Ленка осторожно поставила ведра друг на друга и покачала: вышло не очень устойчиво.

– Ну, чё?

– Пойдет.

Ленка стояла, склонив голову набок, и выражение лица у нее было такое, как будто она вот-вот расплачется.

– Да пойдет, нормально… – повторила Комарова уверенно и, глядя пристально на составленные ведра, трижды сказала про себя: «Только не упадите, только не упадите, только не упадите». По-хорошему, это нужно было произнести вслух, и лучше всего – держась при этом за ведра рукой, тогда бы точно сработало, но вслух она этого говорить не хотела, чтобы не пугать Ленку.

– Ну, давай уже… хорош стоять столбом.

– Как думаешь, а дядя Сережа тетю Таню любит? – спросила вдруг Ленка.

– Он же священник, – Комарова осторожно встала на ведра, балансируя руками. – Он Бога любит. В начале было Слово, и Слово было у Бога, и Слово было Бог, ну и так далее.

– А чего это было за слово? – не поняла Ленка.

– Бог, говорю же тебе. Бога он любит.

– А чего, если Бога любит, то тетю Таню ему любить нельзя?

– Помолчи уже, что ты заладила…

– Ну Ка-ать…

Комарова зло цыкнула на сестру, приподнялась на цыпочки, ухватилась за подоконник, подтянулась и толкнула раскрытой ладонью шершавую оконную раму. Окно легко открылось, и Комарова, цепляясь за подоконник и косяк, как кошка вскарабкалась в комнату.

– Бог – это одно, – громким шепотом бубнила внизу Ленка. – А тетя Таня – это другое. Они уже сколько? Десять лет живут? Это ж ровно моя жизнь! – она тоже осторожно забралась на ведра и протянула Комаровой один за другим подарки отца Сергия.

– Вон, наши-то родители…

– Далось тебе это все! – рассердилась Комарова. – Тебе какая разница, как другие люди живут?

– Так интересно!

– Нет тут ничего интересного. Лезь уже давай…

Ленка ухватилась обеими руками за подоконник и попыталась подтянуться, но у нее никак не получалось. Комарова высунулась в окно и, придерживаясь одной рукой за косяк, другой схватила Ленку за плечо и потянула изо всей силы вверх. Ленка поставила правую ногу на круглое бревно стены и оттолкнулась левой, но тут ведра наконец потеряли равновесие и, лязгнув одно об другое, откатились в сторону. Ленка, испуганно ойкнув, соскользнула вниз. Через мгновение Комарова услышала ее тихие всхлипывания.

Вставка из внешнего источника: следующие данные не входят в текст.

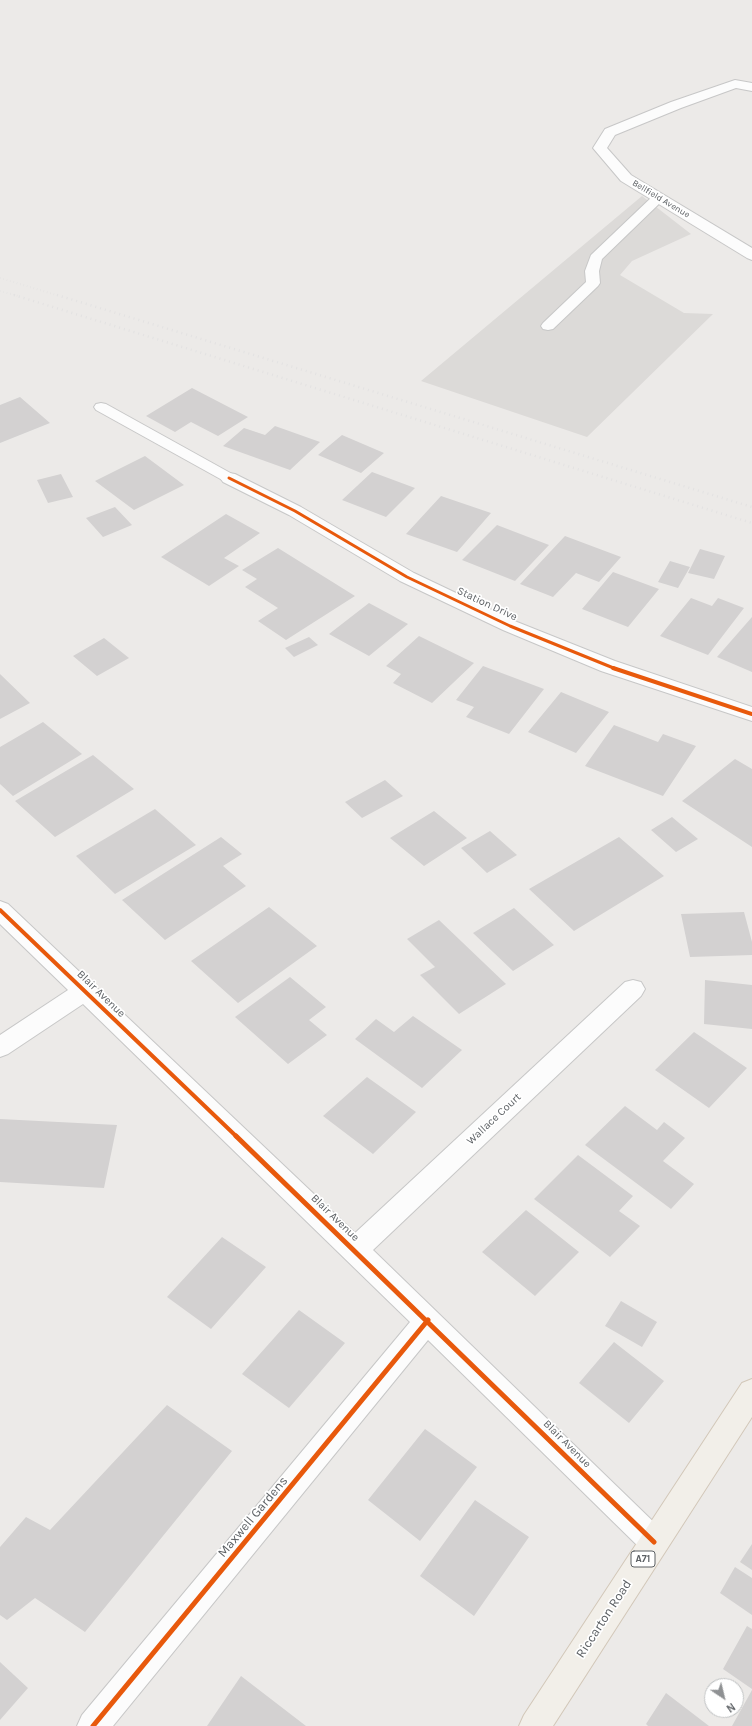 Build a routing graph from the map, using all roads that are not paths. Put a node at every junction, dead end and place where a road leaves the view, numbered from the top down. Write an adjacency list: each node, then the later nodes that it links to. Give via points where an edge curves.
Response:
1 (752, 87): 2 (street, Bellfield Avenue, via 735,84 610,132 600,148 626,178)
2 (658, 198): 3 (street, Bellfield Avenue); 4 (lane, via 596,258 592,271 593,283)
3 (752, 254)
4 (548, 326)
5 (101, 406): 6 (lane)
6 (229, 478): 7 (street, Station Drive, via 295,511 407,577 510,626 608,666)
7 (752, 714)
8 (0, 910): 10 (street, Blair Avenue)
9 (633, 989): 12 (street, Wallace Court)
10 (84, 991): 11 (street, Blair Avenue); 12 (street, Blair Avenue)
11 (0, 1047)
12 (355, 1250): 13 (street, Blair Avenue)
13 (428, 1320): 15 (street, Blair Avenue); 16 (street, Maxwell Gardens)
14 (752, 1392): 15 (main road, Riccarton Road / A71)
15 (654, 1542): 17 (main road, Riccarton Road / A71)
16 (93, 1726)
17 (535, 1726) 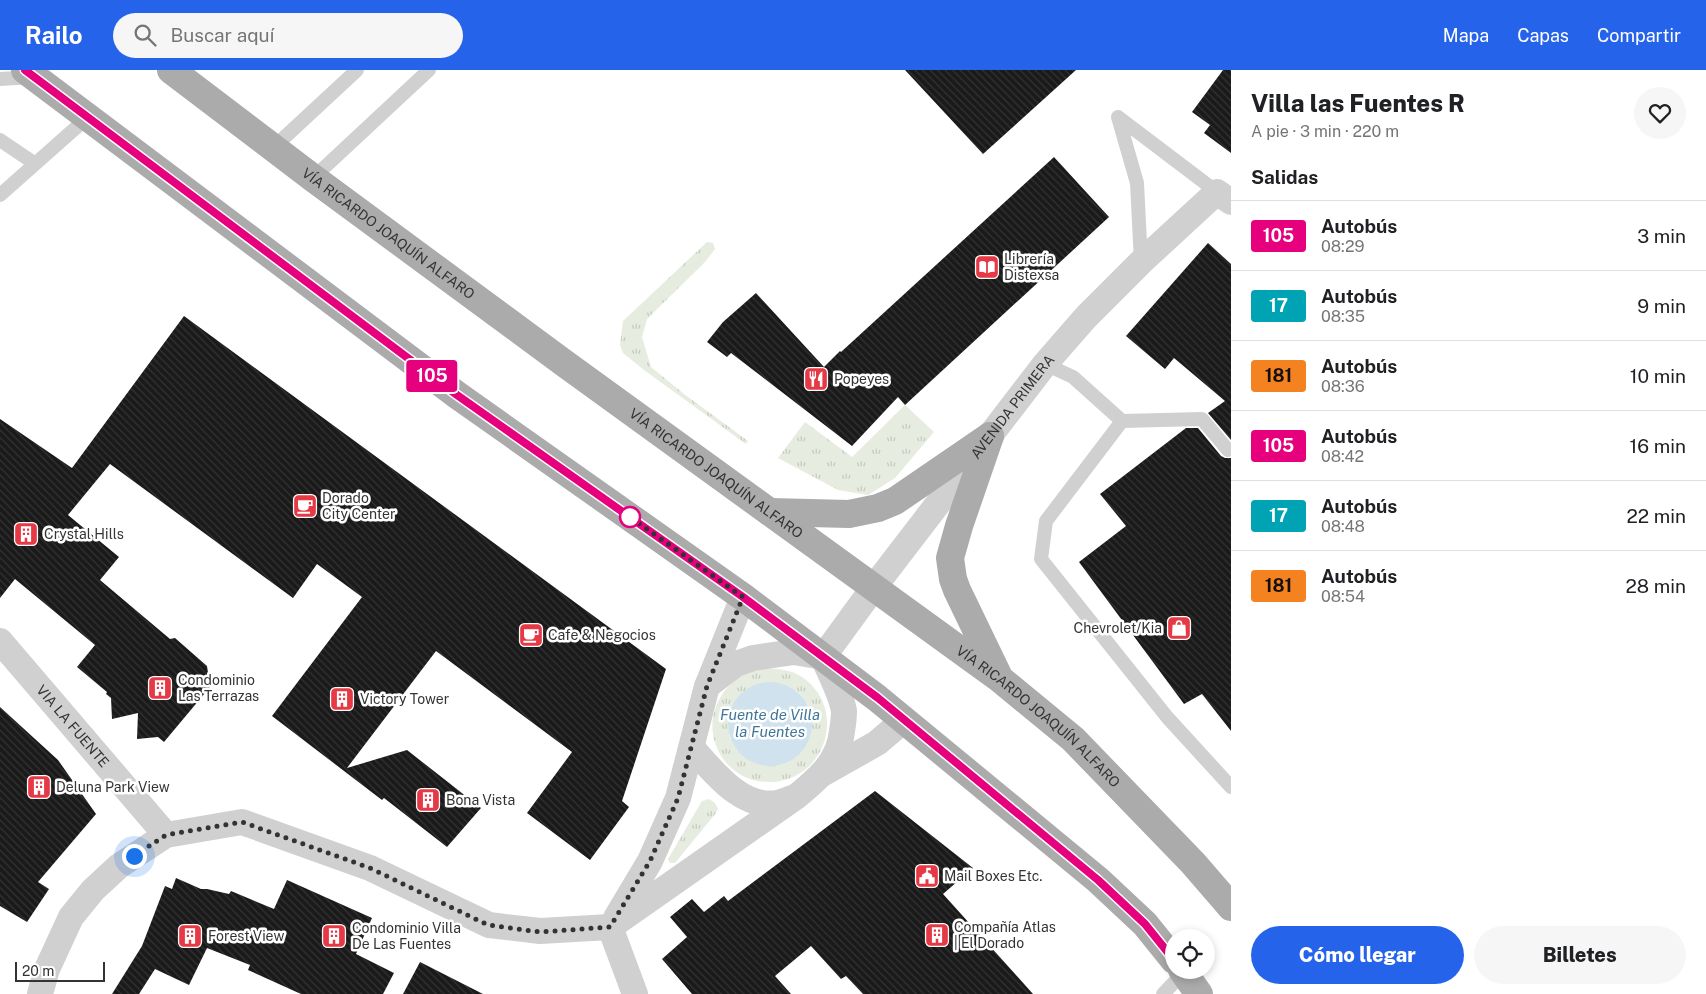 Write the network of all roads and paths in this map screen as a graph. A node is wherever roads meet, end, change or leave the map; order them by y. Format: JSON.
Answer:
{"nodes":[{"id":1,"x":171,"y":70,"type":"edge"},
{"id":2,"x":357,"y":70,"type":"edge"},
{"id":3,"x":429,"y":70,"type":"edge"},
{"id":4,"x":29,"y":73,"type":"edge"},
{"id":5,"x":0,"y":79,"type":"edge"},
{"id":6,"x":88,"y":117,"type":"junction"},
{"id":7,"x":0,"y":140,"type":"edge"},
{"id":8,"x":272,"y":148,"type":"junction"},
{"id":9,"x":34,"y":163,"type":"junction"},
{"id":10,"x":313,"y":178,"type":"junction"},
{"id":11,"x":0,"y":195,"type":"edge"},
{"id":12,"x":1224,"y":197,"type":"edge"},
{"id":13,"x":1140,"y":262,"type":"junction"},
{"id":14,"x":1045,"y":364,"type":"junction"},
{"id":15,"x":1122,"y":421,"type":"junction"},
{"id":16,"x":990,"y":436,"type":"junction"},
{"id":17,"x":1228,"y":450,"type":"dead end"},
{"id":18,"x":770,"y":512,"type":"junction"},
{"id":19,"x":874,"y":587,"type":"junction"},
{"id":20,"x":743,"y":597,"type":"junction"},
{"id":21,"x":0,"y":641,"type":"edge"},
{"id":22,"x":823,"y":657,"type":"junction"},
{"id":23,"x":1000,"y":679,"type":"junction"},
{"id":24,"x":707,"y":686,"type":"junction"},
{"id":25,"x":904,"y":720,"type":"junction"},
{"id":26,"x":692,"y":748,"type":"junction"},
{"id":27,"x":822,"y":775,"type":"junction"},
{"id":28,"x":1231,"y":787,"type":"edge"},
{"id":29,"x":797,"y":796,"type":"junction"},
{"id":30,"x":166,"y":835,"type":"junction"},
{"id":31,"x":1231,"y":907,"type":"edge"},
{"id":32,"x":610,"y":927,"type":"junction"},
{"id":33,"x":1165,"y":949,"type":"edge"},
{"id":34,"x":1180,"y":979,"type":"edge"},
{"id":35,"x":40,"y":994,"type":"edge"},
{"id":36,"x":635,"y":994,"type":"edge"},
{"id":37,"x":1163,"y":994,"type":"edge"}],
"edges":[{"from":1,"to":8,"type":"main road","name":"VÍA RICARDO JOAQUÍN ALFARO"},
{"from":2,"to":8,"type":"lane"},
{"from":3,"to":10,"type":"lane"},
{"from":4,"to":5,"type":"lane"},
{"from":4,"to":6,"type":"main road"},
{"from":6,"to":9,"type":"lane"},
{"from":6,"to":20,"type":"main road"},
{"from":7,"to":9,"type":"lane"},
{"from":8,"to":10,"type":"main road","name":"VÍA RICARDO JOAQUÍN ALFARO"},
{"from":9,"to":11,"type":"lane"},
{"from":10,"to":18,"type":"main road","name":"VÍA RICARDO JOAQUÍN ALFARO"},
{"from":12,"to":13,"type":"street","name":"AVENIDA PRIMERA"},
{"from":12,"to":13,"type":"lane"},
{"from":13,"to":14,"type":"street","name":"AVENIDA PRIMERA"},
{"from":14,"to":15,"type":"lane"},
{"from":14,"to":16,"type":"street","name":"AVENIDA PRIMERA"},
{"from":15,"to":17,"type":"lane"},
{"from":15,"to":28,"type":"lane"},
{"from":16,"to":18,"type":"main road"},
{"from":16,"to":19,"type":"street","name":"AVENIDA PRIMERA"},
{"from":16,"to":23,"type":"main road"},
{"from":18,"to":19,"type":"main road","name":"VÍA RICARDO JOAQUÍN ALFARO"},
{"from":19,"to":22,"type":"street","name":"AVENIDA PRIMERA"},
{"from":19,"to":23,"type":"main road","name":"VÍA RICARDO JOAQUÍN ALFARO"},
{"from":20,"to":22,"type":"main road"},
{"from":20,"to":24,"type":"street"},
{"from":21,"to":30,"type":"street","name":"VIA LA FUENTE"},
{"from":22,"to":24,"type":"street"},
{"from":22,"to":25,"type":"main road"},
{"from":22,"to":27,"type":"street"},
{"from":23,"to":31,"type":"main road","name":"VÍA RICARDO JOAQUÍN ALFARO"},
{"from":24,"to":26,"type":"street"},
{"from":25,"to":27,"type":"street"},
{"from":25,"to":33,"type":"main road"},
{"from":26,"to":29,"type":"street"},
{"from":26,"to":32,"type":"street"},
{"from":27,"to":29,"type":"street"},
{"from":29,"to":32,"type":"street"},
{"from":30,"to":32,"type":"street"},
{"from":30,"to":35,"type":"street"},
{"from":32,"to":36,"type":"street"},
{"from":34,"to":37,"type":"lane"}]} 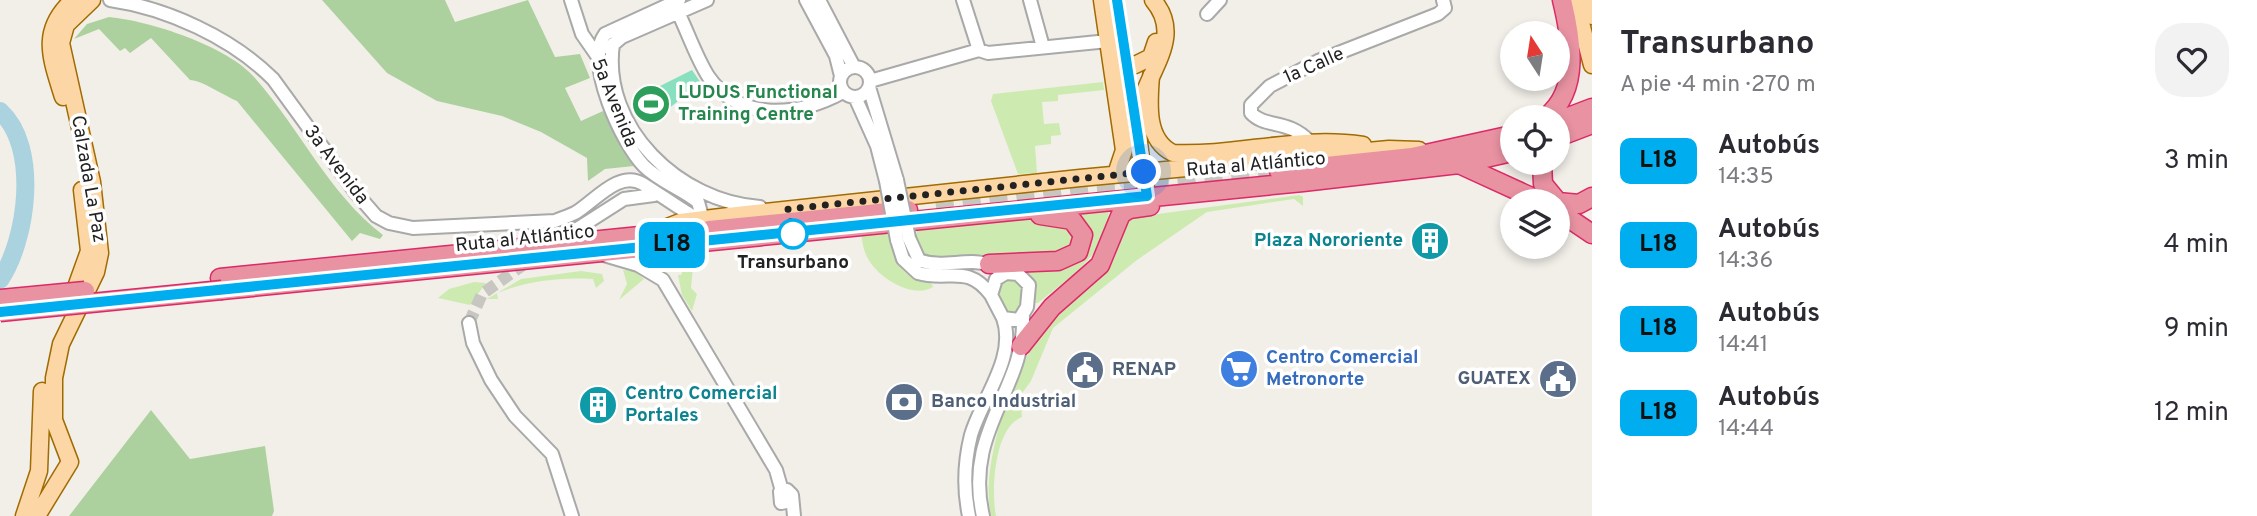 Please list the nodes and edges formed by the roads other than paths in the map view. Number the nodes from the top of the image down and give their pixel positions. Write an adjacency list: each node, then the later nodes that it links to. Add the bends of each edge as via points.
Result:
1 (73, 0): 22 (main road, via 57,17)
2 (92, 0): 22 (main road)
3 (110, 0): 18 (street, 3a Avenida)
4 (571, 0): 27 (street, 5a Avenida, via 582,34)
5 (707, 0): 19 (street)
6 (806, 0): 30 (street, via 836,56)
7 (819, 0): 29 (street)
8 (963, 0): 26 (street)
9 (1030, 0): 25 (street)
10 (1102, 0): 24 (main road)
11 (1143, 0): 24 (main road, via 1157,27 1151,57 1135,65 1123,62)
12 (1153, 0): 31 (main road, via 1165,19 1167,36)
13 (1220, 0): 20 (street)
14 (1443, 0): 40 (street, 1a Calle, via 1445,8 1438,15 1318,61 1270,86 1251,104 1257,120 1290,125)
15 (1562, 0): 34 (highway, via 1570,40 1570,74)
16 (1575, 0): 28 (main road)
17 (1587, 0): 21 (main road)
18 (152, 5): 51 (street, 3a Avenida, via 258,65 356,193 376,216 389,223 413,228 555,221 575,213 612,186 631,180)
19 (679, 6): 23 (street); 27 (street, via 605,34 598,43); 33 (street, via 706,72 720,90 741,104 785,113)
20 (1208, 14)
21 (1592, 16)
22 (56, 34): 75 (main road, Calzada La Paz, via 51,57 79,168 89,251 44,373); 76 (main road, Calzada La Paz, via 92,182 100,253 96,272 61,344 54,379 54,420)
23 (613, 44): 27 (street); 56 (street, 5a Avenida, via 611,69 616,90 639,139 656,161 722,202)
24 (1109, 46): 25 (street); 47 (main road, via 1124,150)
25 (1043, 47): 26 (street)
26 (979, 50): 32 (street)
27 (598, 57): 59 (street, 5a Avenida, via 606,93 632,150 663,182 698,202)
28 (1592, 65)
29 (854, 67): 30 (street); 32 (street, via 865,71)
30 (841, 76): 33 (street)
31 (1152, 76): 40 (main road, via 1154,131 1163,148 1173,153); 46 (main road, via 1138,122)
32 (870, 84): 33 (street, via 866,93); 48 (street)
33 (849, 95): 48 (street)
34 (1556, 105)
35 (1592, 108): 37 (highway)
36 (1592, 124): 38 (highway)
37 (1570, 125)
38 (1570, 129)
39 (1500, 138): 42 (highway, Ruta al Atlántico)
40 (1310, 142): 41 (main road)
41 (1389, 149): 42 (main road, Ruta al Atlántico); 46 (main road, Ruta al Atlántico)
42 (1440, 152): 45 (highway, Ruta al Atlántico)
43 (1500, 155): 44 (highway, Ruta al Atlántico)
44 (1459, 164): 49 (highway); 50 (highway, Ruta al Atlántico)
45 (1279, 171)
46 (1144, 172): 47 (main road, Ruta al Atlántico); 52 (main road)
47 (1116, 174): 56 (main road, Ruta al Atlántico)
48 (891, 181): 63 (street, bridge)
49 (1514, 189)
50 (1170, 194): 52 (highway, Ruta al Atlántico); 69 (highway, via 1154,205 1124,212 1100,265)
51 (654, 195): 59 (street, 3a Avenida); 60 (street, via 624,199)
52 (1147, 196): 57 (highway, Ruta al Atlántico)
53 (1592, 197): 54 (highway)
54 (1570, 203)
55 (936, 207): 62 (highway, Ruta al Atlántico)
56 (788, 209): 59 (main road, Ruta al Atlántico)
57 (1005, 212): 64 (highway, Ruta al Atlántico); 65 (highway, via 1072,220 1083,235 1078,252 1070,258)
58 (1570, 219): 61 (highway)
59 (701, 220): 62 (main road, Ruta al Atlántico, via 680,222)
60 (577, 229)
61 (1592, 234)
62 (644, 236): 66 (highway, Ruta al Atlántico)
63 (903, 239): 65 (street, via 919,260 928,264); 67 (street, via 903,259 918,273 970,276)
64 (598, 253): 66 (highway, Ruta al Atlántico); 77 (street, via 653,272 674,294 704,354 776,470 782,491 791,492)
65 (1007, 268): 67 (street, via 996,279); 71 (street, via 1025,278 1028,285)
66 (221, 284): 68 (highway, Ruta al Atlántico, bridge); 70 (highway, Ruta al Atlántico, bridge)
67 (991, 295): 72 (street)
68 (0, 299)
69 (1052, 307): 71 (highway); 74 (highway)
70 (0, 312)
71 (1023, 317): 72 (street, via 1015,321); 74 (street)
72 (1003, 318): 81 (street, via 1007,333 1004,355 979,412 967,455 964,486)
73 (469, 323): 80 (street, via 473,344 491,380 515,416 552,454)
74 (1021, 346): 82 (street, via 984,440 978,481)
75 (39, 462): 76 (main road, via 54,453); 78 (main road, Calzada La Paz)
76 (70, 462): 79 (main road)
77 (789, 509)
78 (24, 516)
79 (37, 516)
80 (572, 516)
81 (969, 516)
82 (983, 516)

Мать поймала их в коридоре: Комарова тащила за собой Ленку, окончательно разнюнившуюся и твердившую, что у нее, наверное, сломана рука. Наталья Николаевна, как звал ее в поселке только отец Сергий (остальные называли коротко и неприязненно Натальей), стояла в проходе под тускло светившей лампочкой, уперев руки в боки, так что не было никакой возможности мимо нее проскочить, и молча смотрела на них, поджав и без того тонкие губы. В поселке говорили, что в свои семнадцать, когда она только переехала к комаровскому бате из города, она была очень красивой, но частые роды, тяжелая работа по дому и запойное пьянство мужа (да и сама Наталья со временем привыкла выпивать: сначала потихоньку, а потом как все) сделали свое дело: из веселой молодой женщины Наталья уже в тридцать превратилась в измученную, сварливую, злую бабу, от которой шарахались даже поселковые.

– Так… – сказала наконец Наталья, теребя пальцами длинную обтрепанную юбку.

– Мам, да мы… – пробормотала Комарова, пятясь к двери. Ленка вдруг выпрямилась и сжала ее запястье якобы сломанной рукой. – Мам, мы не виноваты, мы время не заметили…

– Так! – повторила мать тише, но голос ее дрожал от сдерживаемой злости. – Где шлялись?

– Мам, да мы не шлялись, мы к отцу Сергию ходили, ему помочь надо было, – пролепетала Ленка. – Он нам подарки за это дал.

Комарова про себя удивилась, как это Ленке всегда удается так с ходу врать. Сколько она помнила, младшая сестра, набедокурив, всегда выворачивалась до последнего, как рыба, которую пытаешься ухватить голыми руками на мелководье.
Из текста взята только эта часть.